On November 22, 2015, Jones became an Internet sensation after wearing a green hooded sweatshirt underneath his jersey during a 34-degree game against the Minnesota Vikings at TCF Bank Stadium in Minneapolis. On June 9, 2016, it was reported by multiple sources that the NFL had added a rule for its rulebook in 2016, banning players from having their hooded sweatshirts over their shoulderpads, as it blocks the nameplate of the player's jersey. This will apply as a uniform violation and did not require a vote amongst team owners.

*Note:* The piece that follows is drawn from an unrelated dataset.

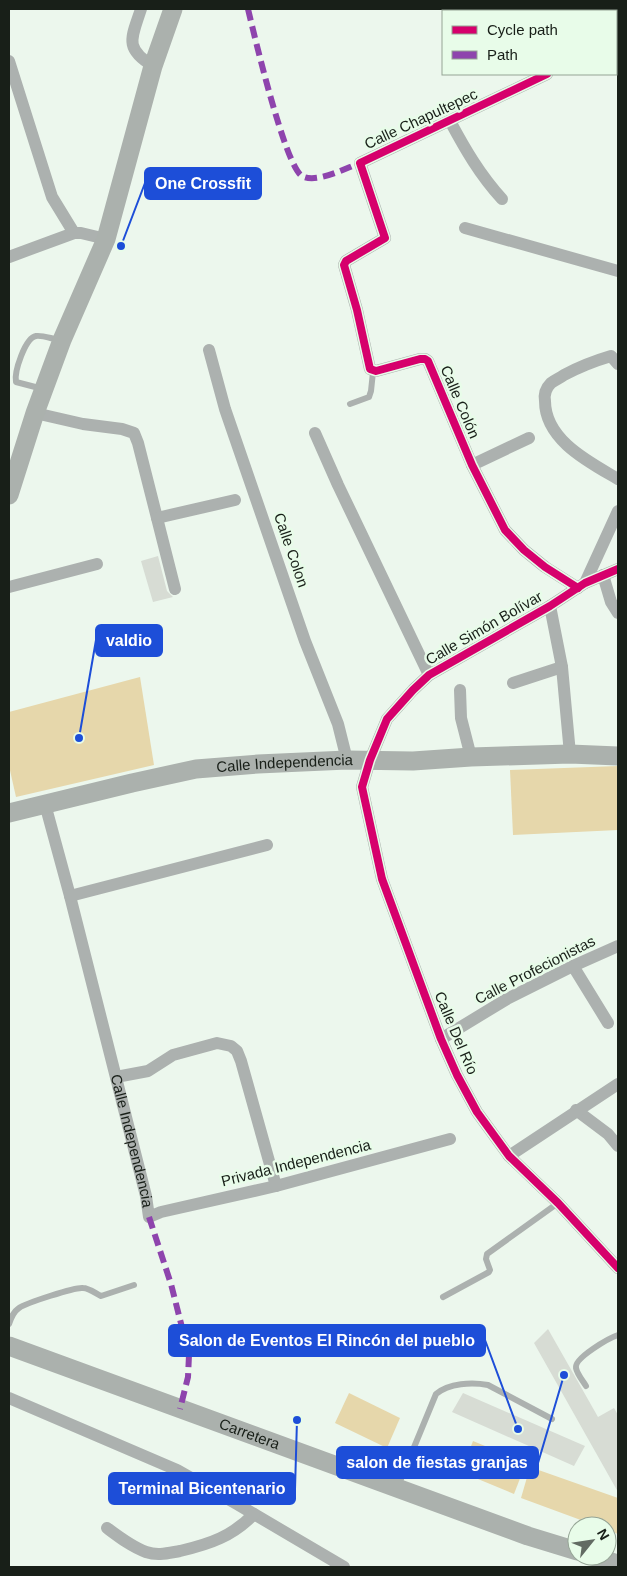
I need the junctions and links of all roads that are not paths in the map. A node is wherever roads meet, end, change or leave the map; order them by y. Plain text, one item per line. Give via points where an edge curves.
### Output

For the second year in a row, he led his team in receiving touchdowns (8), while also leading the Packers in receiving yards (890).

===San Diego Chargers===
Jones signed a one-year contract with the San Diego Chargers on August 2, 2016. On August 29, 2016, he was released by the Chargers.

===Retirement===
On September 6, 2017, Jones announced his retirement from the NFL.

==NFL career statistics==
=== Regular season ===

| Year | Team | Games |  | Receiving |  |  |  |  |
| GP | GS | Rec | Yds | Avg | Lng | TD |
| 2007 | GB | 16 | 9 | 47 | 676 | 14.4 | 79 | 2 |
| 2008 | GB | 10 | 2 | 20 | 274 | 13.7 | 46 | 1 |
| 2009 | GB | 16 | 3 | 32 | 440 | 13.8 | 74 | 5 |
| 2010 | GB | 16 | 3 | 50 | 679 | 13.6 | 66 | 5 |
| 2011 | GB | 16 | 0 | 38 | 635 | 16.7 | 70 | 7 |
| 2012 | GB | 16 | 16 | 64 | 784 | 12.3 | 49 | 14 |
| 2013 | GB | 14 | 14 | 59 | 817 | 13.8 | 83 | 3 |
| 2014 | OAK | 16 | 10 | 73 | 666 | 9.1 | 42 | 6 |
| 2015 | GB | 16 | 15 | 50 | 890 | 17.8 | 65 | 8 |
| Total |  | 136 | 72 | 433 | 5,861 | 13.5 | 83 | 51 |

=== Postseason ===

| Year | Team | Games |  | Receiving |  |  |  |  |
| GP | GS | Rec | Yds | Avg | Lng | TD |
| 2007 | GB | 2 | 0 | 3 | 42 | 14.0 | 31 | 0 |
| 2009 | GB | 1 | 0 | 3 | 50 | 16.7 | 30 | 1 |
| 2010 | GB | 4 | 1 | 11 | 144 | 13.1 | 34 | 2 |
| 2011 | GB | 1 | 0 | 1 | 16 | 16.0 | 16 | 0 |
| 2012 | GB | 2 | 2 | 8 | 138 | 17.2 | 44 | 1 |
| 2013 | GB | 1 | 1 | 2 | 20 | 10.0 | 11 | 0 |
| 2015 | GB | 2 | 2 | 7 | 81 | 11.6 | 34 | 0 |
| Total |  | 13 | 6 | 35 | 491 | 14.0 | 44 | 4 |

==Personal life==
In 2014, after signing with the Oakland Raiders, Jones and his family moved to San Ramon, California. James Jones is married to Tamika, whom James met while they were freshmen at San Jose State. He has a charitable organization, Love Jones 4 Kids, which provides financial support to homeless shelters.